Pour cela, il faut d’abord s’assurer avoir été blacklisté. Comment? En le vérifiant manuellement auprès des listes en question… qui n’avertissent pas forcément les « victimes » de leur référencement. Et il existe des dizaines de listes noires. Une fois les listes noires identifiées, il faut comprendre l’origine de la mise à l’index et enfin contacter l’administrateur de la liste pour lui apporter la preuve que l’on n’est pas un spammeur (après avoir vérifié que le système informatique de l’entreprise n’est pas exploité par un spammeur).
Cette tentative de contact peut s’avérer difficile puisque la plupart des organisations (souvent des associations d’internautes) ne communiquent que par l’intermédiaire de leur portail Internet. Et comment fait-on, dans ce cas, pour leur envoyer un e-mail quand on est blacklisté? Selon une étude Clearswift de mars 2004, dans 62 % des cas, il fallait plus d’une journée de travail à une entreprise pour sortir d’une blacklist. Pour 21 % des sondés, il a fallu plus de 5 jours.
Les listes noires peuvent donc être très préjudiciables. D’autant qu’elles ne sont pas toujours très efficaces. Les spammers savent s’adapter et contourner les règles de filtrage (dont l’exploitation des PC « zombies » des internautes qui servent de serveur relais).

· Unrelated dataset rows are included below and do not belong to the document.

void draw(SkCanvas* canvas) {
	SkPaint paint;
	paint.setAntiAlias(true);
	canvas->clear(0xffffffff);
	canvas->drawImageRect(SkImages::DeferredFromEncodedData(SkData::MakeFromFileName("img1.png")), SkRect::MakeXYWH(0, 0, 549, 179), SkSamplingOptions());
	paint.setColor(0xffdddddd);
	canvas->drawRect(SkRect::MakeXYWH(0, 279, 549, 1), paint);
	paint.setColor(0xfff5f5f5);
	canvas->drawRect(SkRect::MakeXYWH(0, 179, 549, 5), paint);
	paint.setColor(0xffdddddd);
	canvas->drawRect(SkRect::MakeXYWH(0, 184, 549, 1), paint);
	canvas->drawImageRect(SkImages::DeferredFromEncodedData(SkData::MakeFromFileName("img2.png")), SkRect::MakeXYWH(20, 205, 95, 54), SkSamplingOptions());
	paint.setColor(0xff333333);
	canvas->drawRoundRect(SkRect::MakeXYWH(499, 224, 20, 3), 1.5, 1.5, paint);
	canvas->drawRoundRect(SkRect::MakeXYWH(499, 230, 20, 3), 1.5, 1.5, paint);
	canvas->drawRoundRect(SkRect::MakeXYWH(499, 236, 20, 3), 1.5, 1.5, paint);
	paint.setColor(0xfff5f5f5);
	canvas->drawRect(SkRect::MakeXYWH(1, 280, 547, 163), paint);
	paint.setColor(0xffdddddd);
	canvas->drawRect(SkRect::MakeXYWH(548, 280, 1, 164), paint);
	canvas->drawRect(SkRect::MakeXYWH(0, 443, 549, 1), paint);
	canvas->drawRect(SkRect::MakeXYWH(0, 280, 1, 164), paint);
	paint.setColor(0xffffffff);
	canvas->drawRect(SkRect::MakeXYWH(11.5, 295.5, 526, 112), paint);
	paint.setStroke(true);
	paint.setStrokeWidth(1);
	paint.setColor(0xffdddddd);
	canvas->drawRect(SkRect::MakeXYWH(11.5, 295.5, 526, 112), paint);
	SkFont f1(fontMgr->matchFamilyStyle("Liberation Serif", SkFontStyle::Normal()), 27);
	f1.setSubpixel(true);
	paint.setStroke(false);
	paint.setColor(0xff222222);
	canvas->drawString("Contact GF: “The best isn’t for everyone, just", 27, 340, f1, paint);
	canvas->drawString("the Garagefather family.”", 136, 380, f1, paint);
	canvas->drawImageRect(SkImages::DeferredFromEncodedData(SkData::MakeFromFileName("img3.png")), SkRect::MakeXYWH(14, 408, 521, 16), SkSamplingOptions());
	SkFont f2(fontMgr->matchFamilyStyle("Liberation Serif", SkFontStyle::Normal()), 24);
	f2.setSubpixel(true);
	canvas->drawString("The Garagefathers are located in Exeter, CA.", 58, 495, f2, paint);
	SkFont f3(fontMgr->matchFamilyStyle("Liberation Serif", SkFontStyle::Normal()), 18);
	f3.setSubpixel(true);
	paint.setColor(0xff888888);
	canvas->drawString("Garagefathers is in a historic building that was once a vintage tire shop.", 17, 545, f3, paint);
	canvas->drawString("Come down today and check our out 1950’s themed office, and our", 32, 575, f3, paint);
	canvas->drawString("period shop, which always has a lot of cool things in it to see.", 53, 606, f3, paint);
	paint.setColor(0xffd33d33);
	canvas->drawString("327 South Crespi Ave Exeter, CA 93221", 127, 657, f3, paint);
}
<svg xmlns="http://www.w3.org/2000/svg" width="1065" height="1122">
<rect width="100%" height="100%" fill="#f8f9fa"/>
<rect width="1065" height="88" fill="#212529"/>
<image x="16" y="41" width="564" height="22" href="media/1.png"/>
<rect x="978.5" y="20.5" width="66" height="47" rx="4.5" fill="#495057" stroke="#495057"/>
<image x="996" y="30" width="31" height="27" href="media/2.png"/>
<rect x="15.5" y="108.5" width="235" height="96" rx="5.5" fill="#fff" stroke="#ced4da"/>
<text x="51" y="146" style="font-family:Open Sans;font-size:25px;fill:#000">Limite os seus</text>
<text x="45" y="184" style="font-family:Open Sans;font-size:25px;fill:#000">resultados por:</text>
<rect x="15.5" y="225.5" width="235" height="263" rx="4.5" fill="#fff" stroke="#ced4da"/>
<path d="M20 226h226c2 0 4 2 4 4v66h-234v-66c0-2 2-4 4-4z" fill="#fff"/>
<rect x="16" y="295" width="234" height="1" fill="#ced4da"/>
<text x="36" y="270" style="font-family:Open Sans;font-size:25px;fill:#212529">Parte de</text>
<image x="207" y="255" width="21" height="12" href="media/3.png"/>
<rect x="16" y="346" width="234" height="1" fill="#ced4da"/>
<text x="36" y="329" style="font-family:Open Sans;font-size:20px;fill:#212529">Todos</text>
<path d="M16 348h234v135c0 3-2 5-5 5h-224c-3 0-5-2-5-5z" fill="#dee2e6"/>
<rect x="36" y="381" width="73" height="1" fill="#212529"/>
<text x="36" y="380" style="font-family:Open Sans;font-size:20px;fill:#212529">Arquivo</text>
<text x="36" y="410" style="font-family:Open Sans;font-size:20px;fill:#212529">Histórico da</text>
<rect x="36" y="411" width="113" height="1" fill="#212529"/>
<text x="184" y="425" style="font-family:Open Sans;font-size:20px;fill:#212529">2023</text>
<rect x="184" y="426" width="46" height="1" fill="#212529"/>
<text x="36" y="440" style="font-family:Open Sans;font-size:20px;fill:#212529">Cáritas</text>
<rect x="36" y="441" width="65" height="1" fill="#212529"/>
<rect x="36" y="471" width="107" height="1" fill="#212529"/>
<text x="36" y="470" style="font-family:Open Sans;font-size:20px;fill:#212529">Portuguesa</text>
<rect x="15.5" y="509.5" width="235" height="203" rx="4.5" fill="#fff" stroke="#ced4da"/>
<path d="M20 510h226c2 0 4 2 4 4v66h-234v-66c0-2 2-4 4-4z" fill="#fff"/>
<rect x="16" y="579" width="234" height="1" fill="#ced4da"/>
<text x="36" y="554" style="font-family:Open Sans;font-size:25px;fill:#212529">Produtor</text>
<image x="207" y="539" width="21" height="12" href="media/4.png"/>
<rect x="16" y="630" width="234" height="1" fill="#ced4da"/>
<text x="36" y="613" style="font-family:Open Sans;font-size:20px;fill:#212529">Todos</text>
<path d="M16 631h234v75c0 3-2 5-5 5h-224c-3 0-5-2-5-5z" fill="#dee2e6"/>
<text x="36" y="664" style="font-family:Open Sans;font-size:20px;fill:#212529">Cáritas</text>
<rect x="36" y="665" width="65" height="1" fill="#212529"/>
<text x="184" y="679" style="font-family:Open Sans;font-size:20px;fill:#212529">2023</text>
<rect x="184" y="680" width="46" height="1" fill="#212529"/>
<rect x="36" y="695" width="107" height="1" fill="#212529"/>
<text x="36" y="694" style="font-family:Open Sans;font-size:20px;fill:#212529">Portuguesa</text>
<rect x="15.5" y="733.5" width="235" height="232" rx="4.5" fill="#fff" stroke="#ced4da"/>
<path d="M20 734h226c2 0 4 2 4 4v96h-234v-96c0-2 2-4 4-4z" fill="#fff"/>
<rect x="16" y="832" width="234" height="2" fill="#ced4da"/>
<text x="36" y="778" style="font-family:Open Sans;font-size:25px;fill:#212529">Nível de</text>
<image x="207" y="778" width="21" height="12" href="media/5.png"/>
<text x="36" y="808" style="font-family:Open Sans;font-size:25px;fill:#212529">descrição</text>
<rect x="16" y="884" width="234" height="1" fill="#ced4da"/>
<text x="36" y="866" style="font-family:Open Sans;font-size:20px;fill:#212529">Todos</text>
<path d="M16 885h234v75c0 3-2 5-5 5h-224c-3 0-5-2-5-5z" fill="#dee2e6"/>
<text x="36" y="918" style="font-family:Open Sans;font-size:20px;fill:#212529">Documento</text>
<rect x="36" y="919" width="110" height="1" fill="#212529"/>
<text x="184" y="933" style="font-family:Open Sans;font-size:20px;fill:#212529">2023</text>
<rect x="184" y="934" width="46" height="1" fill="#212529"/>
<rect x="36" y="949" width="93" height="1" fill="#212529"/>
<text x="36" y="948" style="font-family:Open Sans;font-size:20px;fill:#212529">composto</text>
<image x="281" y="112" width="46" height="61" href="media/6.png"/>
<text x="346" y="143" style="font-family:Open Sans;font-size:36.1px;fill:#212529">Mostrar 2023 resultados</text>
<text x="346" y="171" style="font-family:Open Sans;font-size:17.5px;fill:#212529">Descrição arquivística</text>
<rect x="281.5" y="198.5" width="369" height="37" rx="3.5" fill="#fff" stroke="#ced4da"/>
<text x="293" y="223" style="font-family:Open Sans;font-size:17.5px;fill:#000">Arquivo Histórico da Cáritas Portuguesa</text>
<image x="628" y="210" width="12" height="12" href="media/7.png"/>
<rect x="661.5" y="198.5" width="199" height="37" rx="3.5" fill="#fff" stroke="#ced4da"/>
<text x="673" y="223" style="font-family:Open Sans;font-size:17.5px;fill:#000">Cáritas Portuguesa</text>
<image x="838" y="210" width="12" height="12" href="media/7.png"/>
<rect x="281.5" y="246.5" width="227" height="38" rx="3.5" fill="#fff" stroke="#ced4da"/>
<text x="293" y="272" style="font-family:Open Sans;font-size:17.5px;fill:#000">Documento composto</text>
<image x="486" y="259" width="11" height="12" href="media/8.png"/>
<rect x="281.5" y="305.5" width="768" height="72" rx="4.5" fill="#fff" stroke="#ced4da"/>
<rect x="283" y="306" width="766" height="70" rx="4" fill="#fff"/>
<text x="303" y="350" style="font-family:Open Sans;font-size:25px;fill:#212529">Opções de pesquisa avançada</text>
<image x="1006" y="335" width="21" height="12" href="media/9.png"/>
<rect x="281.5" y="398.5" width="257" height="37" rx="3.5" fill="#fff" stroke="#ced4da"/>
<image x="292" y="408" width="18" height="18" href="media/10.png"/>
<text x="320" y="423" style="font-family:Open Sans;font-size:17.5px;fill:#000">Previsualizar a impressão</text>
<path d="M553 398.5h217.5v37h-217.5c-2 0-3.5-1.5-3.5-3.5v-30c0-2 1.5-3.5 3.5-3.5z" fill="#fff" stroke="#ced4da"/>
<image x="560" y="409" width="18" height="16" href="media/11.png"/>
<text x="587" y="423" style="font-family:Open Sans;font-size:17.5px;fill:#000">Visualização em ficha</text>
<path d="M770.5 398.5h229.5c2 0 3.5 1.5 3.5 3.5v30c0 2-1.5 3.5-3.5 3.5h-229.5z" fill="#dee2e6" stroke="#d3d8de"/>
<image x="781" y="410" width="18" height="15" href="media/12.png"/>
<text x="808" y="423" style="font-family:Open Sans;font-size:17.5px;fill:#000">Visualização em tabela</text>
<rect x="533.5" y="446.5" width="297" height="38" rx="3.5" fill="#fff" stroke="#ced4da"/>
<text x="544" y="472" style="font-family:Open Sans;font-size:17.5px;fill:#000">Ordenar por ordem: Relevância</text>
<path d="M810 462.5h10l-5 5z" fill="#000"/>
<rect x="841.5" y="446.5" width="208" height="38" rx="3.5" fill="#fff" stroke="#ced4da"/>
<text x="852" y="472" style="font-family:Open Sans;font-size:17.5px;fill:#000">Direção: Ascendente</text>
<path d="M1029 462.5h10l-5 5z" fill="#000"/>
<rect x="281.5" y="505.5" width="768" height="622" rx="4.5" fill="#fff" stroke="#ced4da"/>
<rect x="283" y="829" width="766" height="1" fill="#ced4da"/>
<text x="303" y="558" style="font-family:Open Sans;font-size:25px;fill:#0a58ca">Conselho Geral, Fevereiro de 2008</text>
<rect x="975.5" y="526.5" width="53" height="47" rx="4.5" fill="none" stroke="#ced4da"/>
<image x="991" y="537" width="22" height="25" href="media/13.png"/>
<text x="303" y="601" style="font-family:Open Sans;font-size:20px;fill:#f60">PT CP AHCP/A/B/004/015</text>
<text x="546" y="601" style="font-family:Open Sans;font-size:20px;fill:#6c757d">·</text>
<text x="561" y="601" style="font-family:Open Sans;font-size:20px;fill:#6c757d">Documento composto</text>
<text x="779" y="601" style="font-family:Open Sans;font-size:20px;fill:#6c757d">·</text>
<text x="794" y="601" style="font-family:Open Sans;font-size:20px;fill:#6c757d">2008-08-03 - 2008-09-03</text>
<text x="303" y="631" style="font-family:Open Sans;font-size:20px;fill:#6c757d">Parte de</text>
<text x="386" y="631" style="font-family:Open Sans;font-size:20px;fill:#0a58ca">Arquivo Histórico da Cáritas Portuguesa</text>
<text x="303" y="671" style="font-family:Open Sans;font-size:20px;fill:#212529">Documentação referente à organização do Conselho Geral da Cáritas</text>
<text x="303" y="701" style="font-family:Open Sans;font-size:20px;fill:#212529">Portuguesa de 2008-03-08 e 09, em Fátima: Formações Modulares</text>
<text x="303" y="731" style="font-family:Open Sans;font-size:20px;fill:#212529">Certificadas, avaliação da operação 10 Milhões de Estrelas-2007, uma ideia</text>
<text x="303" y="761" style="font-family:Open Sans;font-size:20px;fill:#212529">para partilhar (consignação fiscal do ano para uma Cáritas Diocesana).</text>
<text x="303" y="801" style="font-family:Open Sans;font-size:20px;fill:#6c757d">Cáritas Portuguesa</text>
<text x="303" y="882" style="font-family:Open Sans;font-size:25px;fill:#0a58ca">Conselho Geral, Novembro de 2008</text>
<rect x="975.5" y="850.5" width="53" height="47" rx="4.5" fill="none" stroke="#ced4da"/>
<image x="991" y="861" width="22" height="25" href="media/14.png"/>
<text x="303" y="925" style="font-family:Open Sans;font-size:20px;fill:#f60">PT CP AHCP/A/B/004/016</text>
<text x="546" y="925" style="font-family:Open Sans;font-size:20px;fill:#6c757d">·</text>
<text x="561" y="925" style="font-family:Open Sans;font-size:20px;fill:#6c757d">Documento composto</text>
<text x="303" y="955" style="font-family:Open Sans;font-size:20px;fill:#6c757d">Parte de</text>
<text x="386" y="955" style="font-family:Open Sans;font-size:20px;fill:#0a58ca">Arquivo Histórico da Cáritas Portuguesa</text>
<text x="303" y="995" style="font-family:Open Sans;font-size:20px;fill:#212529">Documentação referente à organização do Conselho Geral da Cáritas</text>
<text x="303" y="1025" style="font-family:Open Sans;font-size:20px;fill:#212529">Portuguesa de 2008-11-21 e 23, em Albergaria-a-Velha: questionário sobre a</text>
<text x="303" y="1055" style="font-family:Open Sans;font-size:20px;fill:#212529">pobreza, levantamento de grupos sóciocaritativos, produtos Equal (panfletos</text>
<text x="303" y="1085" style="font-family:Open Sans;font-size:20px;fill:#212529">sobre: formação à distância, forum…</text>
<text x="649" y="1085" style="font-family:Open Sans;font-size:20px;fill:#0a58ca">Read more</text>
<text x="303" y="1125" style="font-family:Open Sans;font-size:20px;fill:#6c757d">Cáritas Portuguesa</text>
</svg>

Les auteurs de l’étude reconnaissent cependant qu’il est « difficile d’obtenir des chiffres concordants sur l’efficacité réelle » des blacklists. De par la discrétion des FAI notamment. Ces derniers estiment cependant que ces techniques de filtrage allègent considérablement leurs infrastructures. Et les blacklists ont, par le passé, été « l’un des seuls remparts contre le spam et ont permis à l’infrastructure Internet de résister ». Il est temps, cependant, de trouver des solutions plus efficaces. L’Internet Engineering Task Force (IETF), notamment, y travaille (voir édition du 14 septembre 2004).